Ciné-vu

French cinema …in brief

MatinJean-Marc Matout, France, 2010, 91 mins, 2.35:1

Jean-Pierre Darroussin, Valérie Dréville, Xavier Beauvois, Yannick Renier, Laurent Delbecque, Aladin Reibel, François Chattot, Nelly Antignac, Pierre Aussedat, Ralph Amoussou

French Theatrical Release: 5 October 2011, Les Films du Losange

Review by Noel Megahey

What drives a man, working in the financial sector, to go to the office one morning and shoot dead two of his colleagues?  The answer, as far as De bon matin is concerned – the film based on an actual incident – lies within the question.

Paul works for a financial company, his business is to take risks, make investments, keep the flow of money going and inevitably, particularly in the current economic climate, it’s a high pressure job that subjects Paul to considerable stress and tensions.  Particularly so in Paul’s case, since although he is good at his job and has invaluable experience that is often called upon by his colleagues, he’s of the old school that believes in ethical banking.  He not young and reckless enough to be involved in questionable practices, and he won’t lie to his customers to keep up the necessary level of confidence when he knows that the situation just isn’t good.

Matin

There may be other factors that lead Paul to breaking point, but Jean-Marc Matout’s film, methodically measured in its building and release of tension, keeps most of them surprisingly at a distance.  We are shown something of Paul’s family life, enough to know that he an ordinary man, with outside interests in sailing, that he was involved in volunteer construction work in Mali, and that he still has close ties with people from there – but we also see that he has a difficult relationship with his teenage son that isn’t helped by a drinking problem that is developing, and that he’s been seeing a psychiatrist.  All of this points to happier directions that his life could perhaps have gone in, but didn’t, and that it’s a matter of great dissatisfaction that he finds himself where he is now.

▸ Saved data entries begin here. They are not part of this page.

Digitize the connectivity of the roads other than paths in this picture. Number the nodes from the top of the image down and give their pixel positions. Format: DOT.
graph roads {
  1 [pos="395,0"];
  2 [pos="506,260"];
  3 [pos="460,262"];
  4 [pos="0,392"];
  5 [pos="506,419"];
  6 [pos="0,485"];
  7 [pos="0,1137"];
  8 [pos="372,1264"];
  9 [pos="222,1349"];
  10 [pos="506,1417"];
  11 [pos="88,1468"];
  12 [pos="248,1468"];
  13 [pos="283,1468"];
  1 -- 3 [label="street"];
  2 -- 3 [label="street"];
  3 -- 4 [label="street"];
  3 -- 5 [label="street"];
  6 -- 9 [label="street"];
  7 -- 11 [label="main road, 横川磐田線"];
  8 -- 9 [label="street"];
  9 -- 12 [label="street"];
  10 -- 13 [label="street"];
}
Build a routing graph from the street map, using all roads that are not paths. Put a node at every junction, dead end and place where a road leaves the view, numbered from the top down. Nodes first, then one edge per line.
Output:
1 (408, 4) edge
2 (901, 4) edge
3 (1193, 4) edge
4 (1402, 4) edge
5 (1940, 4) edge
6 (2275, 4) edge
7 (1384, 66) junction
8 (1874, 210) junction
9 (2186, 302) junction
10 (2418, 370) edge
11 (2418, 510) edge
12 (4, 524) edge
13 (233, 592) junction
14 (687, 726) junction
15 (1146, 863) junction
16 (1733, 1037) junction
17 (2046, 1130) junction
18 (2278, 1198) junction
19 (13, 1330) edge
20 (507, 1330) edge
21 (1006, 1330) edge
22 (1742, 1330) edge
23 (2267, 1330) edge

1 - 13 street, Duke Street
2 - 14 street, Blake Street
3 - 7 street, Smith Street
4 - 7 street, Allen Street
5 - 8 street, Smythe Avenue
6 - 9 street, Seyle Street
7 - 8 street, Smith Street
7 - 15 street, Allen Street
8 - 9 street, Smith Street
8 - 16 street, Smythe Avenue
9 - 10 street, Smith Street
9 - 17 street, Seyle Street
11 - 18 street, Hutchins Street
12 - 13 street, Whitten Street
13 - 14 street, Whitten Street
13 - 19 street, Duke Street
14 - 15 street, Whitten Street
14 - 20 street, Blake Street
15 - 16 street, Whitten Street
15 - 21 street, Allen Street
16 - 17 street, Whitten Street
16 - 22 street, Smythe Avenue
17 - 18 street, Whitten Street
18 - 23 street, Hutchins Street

The prognosis for De bon matin then, if the opening scene alone is anything to go by, is fairly bleak.  And if that’s not enough of an indication, the film has Jean-Pierre Darroussin in the role of Paul, a terrific actor, but one who is often called upon to bring his hangdog expression to downbeaten everyman characters teetering on the edge (Feux Rouges).  Darroussin embodies the predicament of Paul marvellously – a boiling cauldron of tension with no outlet – but as a character study, it feels incomplete.  The sense of humiliation that he is subjected to, his evident discontent with the business practices and management style of his superiors all combine to create a palpable sense of tension that gets to the heart – or even the lack of heart – of modern business and banking practices, but ultimately, Matout’s film doesn’t delve deeply into the inhuman nature of big business practices that hasn’t been done already in the films of Laurent Cantet (Time Out), previously in his own work (Violence des échanges en milieu tempéré) or, and with a great deal more originality, in Christian Petzold’s Yella.